教師近藤と恋愛

 それは近藤が高校生のときでした。

 別のクラスの女子の戸倉路子が、なんと彼に恋をしたのです。近藤は当時も誰からもハンサムなどとは思われない、度が過ぎるほどの地味な容姿でしたが、その素朴さがむしろ彼女にとっては見ていると心がなごむといった良い印象を抱くものであり、惹かれた大きな要素だったのです。

 そうした詳細な点は把握していなかったために、あるいは、していたとしても同じだったかもしれませんが、自分が路子にホレられている事実のみを周囲からの情報で知った近藤は、途端にモテる男らしくかっこつけ始めました。なにかにつけ、スカすわ、気取るわ、ダンディーに振る舞うわで、それをしょっちゅう目にする羽目になった同級生たちのほうが恥ずかしくなってしまうくらいでした。
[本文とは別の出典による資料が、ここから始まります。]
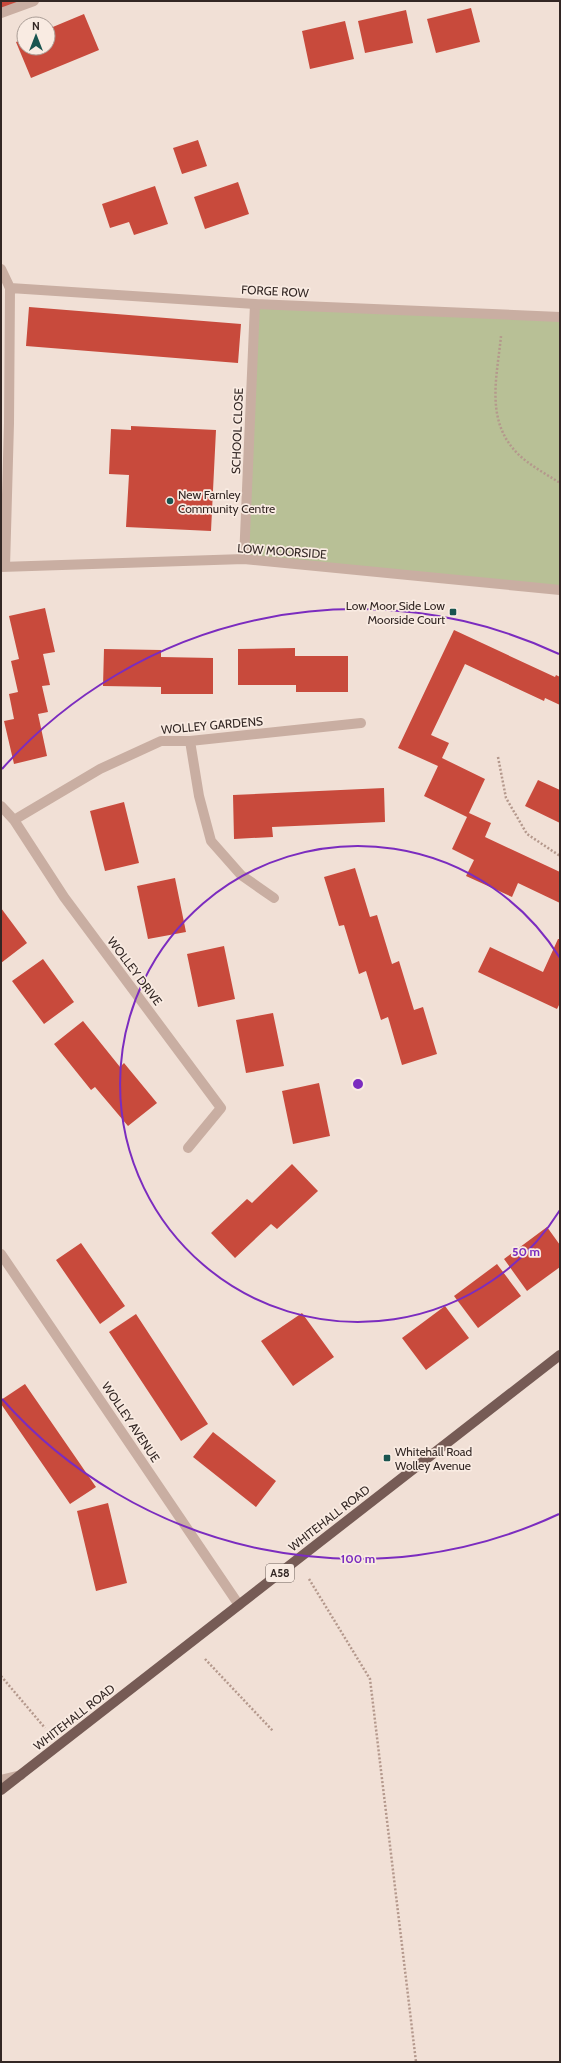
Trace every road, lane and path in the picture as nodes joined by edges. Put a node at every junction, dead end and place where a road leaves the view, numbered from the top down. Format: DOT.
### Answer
graph roads {
  1 [pos="34,1"];
  2 [pos="1,13"];
  3 [pos="1,269"];
  4 [pos="10,288"];
  5 [pos="255,304"];
  6 [pos="503,315"];
  7 [pos="560,317"];
  8 [pos="560,483"];
  9 [pos="244,560"];
  10 [pos="3,567"];
  11 [pos="560,590"];
  12 [pos="360,723"];
  13 [pos="190,741"];
  14 [pos="498,757"];
  15 [pos="1,806"];
  16 [pos="14,820"];
  17 [pos="560,856"];
  18 [pos="274,898"];
  19 [pos="188,1148"];
  20 [pos="1,1254"];
  21 [pos="560,1355"];
  22 [pos="298,1559"];
  23 [pos="239,1605"];
  24 [pos="190,1643"];
  25 [pos="1,1676"];
  26 [pos="273,1731"];
  27 [pos="60,1745"];
  28 [pos="21,1775"];
  29 [pos="1,1780"];
  30 [pos="1,1790"];
  31 [pos="416,2062"];
  1 -- 2 [label="street"];
  3 -- 4 [label="street"];
  4 -- 5 [label="street, FORGE ROW"];
  4 -- 10 [label="street"];
  5 -- 6 [label="street, FORGE ROW"];
  5 -- 9 [label="street, SCHOOL CLOSE"];
  6 -- 7 [label="street, FORGE ROW"];
  6 -- 8 [label="path"];
  9 -- 10 [label="street, LOW MOORSIDE"];
  9 -- 11 [label="street, LOW MOORSIDE"];
  12 -- 13 [label="street, WOLLEY GARDENS"];
  13 -- 16 [label="street, WOLLEY GARDENS"];
  13 -- 18 [label="street"];
  14 -- 17 [label="path"];
  15 -- 16 [label="street, WOLLEY DRIVE"];
  16 -- 19 [label="street, WOLLEY DRIVE"];
  20 -- 23 [label="street, WOLLEY AVENUE"];
  21 -- 22 [label="main road, WHITEHALL ROAD / A58"];
  22 -- 23 [label="main road, WHITEHALL ROAD / A58"];
  22 -- 31 [label="path"];
  23 -- 24 [label="main road, WHITEHALL ROAD / A58"];
  24 -- 26 [label="path"];
  24 -- 27 [label="main road, WHITEHALL ROAD / A58"];
  25 -- 27 [label="path"];
  27 -- 28 [label="main road, WHITEHALL ROAD / A58"];
  28 -- 29 [label="street, WHITEHALL ROAD"];
  28 -- 30 [label="main road, WHITEHALL ROAD / A58"];
}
 ただ、浮かれモード全開な一方で、彼は路子が好みではありませんでした。

 彼女から熱心にアプローチされていたわけではなく、それどころか直接気持ちを伝えられたことも皆無で、勝手に盛り上がっていただけですけれども、ともかくモテている状況を味わい尽くして満足した近藤は、彼女を校舎の片隅に呼びだして、こう述べました。

「おそらく、きみに対しても僕に対しても、他にも思いを寄せている人は大勢いるだろう。だから僕らが付き合うと、お互いに恋の独占禁止法に抵触することになってしまうから、残念だけど交際するのはやめておこう」

「……はあ」

 路子は、近藤のことが好きだったのは嘘でも間違いでもありませんでしたが、そこまで強い恋心ではなく、ショックもない様子で、あっさりとその言葉を受け入れました。

 そうして二人の恋愛が絡んだ関係ははかなく終わりを迎えて、学校が一緒なだけの状態に戻ったのですけれども、近藤はそれ以降、交際の断りを簡単に承諾した以上に、自分が自信満々で放ったシャレた言い回しに対して極薄のリアクションだった彼女とは、どうあがいてもうまくいくことはなかったなと、思いだすたびに考えるのでした。